* _PROBLEM REQUIREMENTS_: Where does the string "Judson" appear? Copy every line of the entries below that holds it.

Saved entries
• • •

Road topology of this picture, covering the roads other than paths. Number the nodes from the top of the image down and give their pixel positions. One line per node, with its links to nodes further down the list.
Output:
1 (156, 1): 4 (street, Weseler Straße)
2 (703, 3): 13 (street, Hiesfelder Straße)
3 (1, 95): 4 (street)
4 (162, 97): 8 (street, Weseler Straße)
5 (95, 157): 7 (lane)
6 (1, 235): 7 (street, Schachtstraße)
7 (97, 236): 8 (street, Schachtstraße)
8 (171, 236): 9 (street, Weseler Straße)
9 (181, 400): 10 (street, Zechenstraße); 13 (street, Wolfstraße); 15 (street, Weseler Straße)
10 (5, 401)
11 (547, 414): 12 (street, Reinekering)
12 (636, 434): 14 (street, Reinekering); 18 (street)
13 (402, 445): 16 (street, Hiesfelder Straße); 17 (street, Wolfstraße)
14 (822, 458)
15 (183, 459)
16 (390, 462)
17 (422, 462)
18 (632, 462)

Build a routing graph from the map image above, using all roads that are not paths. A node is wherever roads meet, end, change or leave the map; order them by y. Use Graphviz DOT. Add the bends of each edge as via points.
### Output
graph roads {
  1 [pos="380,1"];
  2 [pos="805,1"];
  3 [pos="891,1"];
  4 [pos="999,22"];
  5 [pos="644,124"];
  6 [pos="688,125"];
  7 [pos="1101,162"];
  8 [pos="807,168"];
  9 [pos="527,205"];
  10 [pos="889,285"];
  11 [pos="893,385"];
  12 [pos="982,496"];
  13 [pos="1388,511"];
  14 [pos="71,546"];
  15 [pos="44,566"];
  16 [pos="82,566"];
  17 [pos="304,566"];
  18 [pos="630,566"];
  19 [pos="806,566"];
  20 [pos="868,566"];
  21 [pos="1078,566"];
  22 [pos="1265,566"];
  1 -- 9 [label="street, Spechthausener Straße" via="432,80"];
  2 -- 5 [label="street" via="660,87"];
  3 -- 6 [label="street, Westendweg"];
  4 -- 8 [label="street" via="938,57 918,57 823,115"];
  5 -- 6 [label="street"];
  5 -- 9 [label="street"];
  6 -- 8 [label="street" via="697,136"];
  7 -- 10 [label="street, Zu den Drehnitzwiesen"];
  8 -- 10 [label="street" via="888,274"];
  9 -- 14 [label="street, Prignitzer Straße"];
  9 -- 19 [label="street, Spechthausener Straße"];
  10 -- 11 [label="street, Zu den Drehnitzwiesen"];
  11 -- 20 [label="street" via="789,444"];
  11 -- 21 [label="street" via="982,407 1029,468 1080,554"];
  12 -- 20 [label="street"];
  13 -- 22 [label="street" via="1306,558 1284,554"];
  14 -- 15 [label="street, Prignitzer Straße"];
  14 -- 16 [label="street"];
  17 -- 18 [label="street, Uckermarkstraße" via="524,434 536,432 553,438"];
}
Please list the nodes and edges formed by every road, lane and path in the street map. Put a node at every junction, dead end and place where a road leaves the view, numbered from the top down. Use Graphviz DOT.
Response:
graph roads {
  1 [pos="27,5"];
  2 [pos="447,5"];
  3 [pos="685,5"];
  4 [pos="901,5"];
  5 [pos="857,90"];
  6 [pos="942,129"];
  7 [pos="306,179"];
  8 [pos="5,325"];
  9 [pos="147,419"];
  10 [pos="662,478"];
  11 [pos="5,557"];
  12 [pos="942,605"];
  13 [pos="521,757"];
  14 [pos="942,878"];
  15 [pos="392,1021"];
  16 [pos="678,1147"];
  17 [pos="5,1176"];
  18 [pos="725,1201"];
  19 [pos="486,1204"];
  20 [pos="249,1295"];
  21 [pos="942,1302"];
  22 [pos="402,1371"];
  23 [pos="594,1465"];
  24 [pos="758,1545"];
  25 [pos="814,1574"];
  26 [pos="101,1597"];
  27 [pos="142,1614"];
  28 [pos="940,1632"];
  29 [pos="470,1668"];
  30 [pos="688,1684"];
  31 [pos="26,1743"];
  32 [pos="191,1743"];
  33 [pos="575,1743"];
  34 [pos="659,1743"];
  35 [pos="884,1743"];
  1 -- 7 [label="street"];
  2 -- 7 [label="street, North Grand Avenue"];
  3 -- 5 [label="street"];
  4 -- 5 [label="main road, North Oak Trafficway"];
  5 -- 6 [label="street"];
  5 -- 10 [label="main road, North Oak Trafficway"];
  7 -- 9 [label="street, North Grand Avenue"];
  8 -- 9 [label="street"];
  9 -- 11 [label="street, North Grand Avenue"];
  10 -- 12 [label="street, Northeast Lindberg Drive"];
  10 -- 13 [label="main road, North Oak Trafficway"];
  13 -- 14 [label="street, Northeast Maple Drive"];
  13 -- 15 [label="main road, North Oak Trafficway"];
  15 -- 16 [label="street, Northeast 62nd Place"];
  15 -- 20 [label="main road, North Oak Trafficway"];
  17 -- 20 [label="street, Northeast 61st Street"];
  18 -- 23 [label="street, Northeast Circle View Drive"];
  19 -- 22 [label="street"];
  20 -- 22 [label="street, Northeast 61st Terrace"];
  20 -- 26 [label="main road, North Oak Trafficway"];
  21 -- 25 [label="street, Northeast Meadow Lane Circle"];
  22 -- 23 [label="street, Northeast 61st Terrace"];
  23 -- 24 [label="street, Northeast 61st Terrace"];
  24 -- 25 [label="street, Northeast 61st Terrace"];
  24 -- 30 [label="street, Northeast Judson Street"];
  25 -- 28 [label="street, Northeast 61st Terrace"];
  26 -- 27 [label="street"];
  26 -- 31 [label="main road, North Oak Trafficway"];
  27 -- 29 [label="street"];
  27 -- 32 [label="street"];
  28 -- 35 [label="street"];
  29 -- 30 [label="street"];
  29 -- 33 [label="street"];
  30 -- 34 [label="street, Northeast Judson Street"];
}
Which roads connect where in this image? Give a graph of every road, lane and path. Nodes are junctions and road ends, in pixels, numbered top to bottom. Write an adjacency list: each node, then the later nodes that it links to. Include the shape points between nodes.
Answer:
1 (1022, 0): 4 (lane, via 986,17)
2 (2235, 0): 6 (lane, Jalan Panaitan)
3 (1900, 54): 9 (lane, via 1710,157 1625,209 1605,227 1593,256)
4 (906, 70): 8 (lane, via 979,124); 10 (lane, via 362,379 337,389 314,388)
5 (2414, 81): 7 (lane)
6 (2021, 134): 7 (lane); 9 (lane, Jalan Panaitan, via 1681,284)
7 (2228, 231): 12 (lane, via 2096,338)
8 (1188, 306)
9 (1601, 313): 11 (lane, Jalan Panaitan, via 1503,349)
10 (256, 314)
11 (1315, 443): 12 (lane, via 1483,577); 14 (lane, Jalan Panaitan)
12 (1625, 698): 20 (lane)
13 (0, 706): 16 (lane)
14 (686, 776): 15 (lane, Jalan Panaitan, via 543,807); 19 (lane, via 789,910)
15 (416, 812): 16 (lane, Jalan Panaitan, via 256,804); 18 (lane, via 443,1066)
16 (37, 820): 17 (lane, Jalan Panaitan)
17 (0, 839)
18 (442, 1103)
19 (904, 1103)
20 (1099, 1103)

• • •

* _RESPONSE BOX_:
  24 -- 30 [label="street, Northeast Judson Street"];
  30 -- 34 [label="street, Northeast Judson Street"];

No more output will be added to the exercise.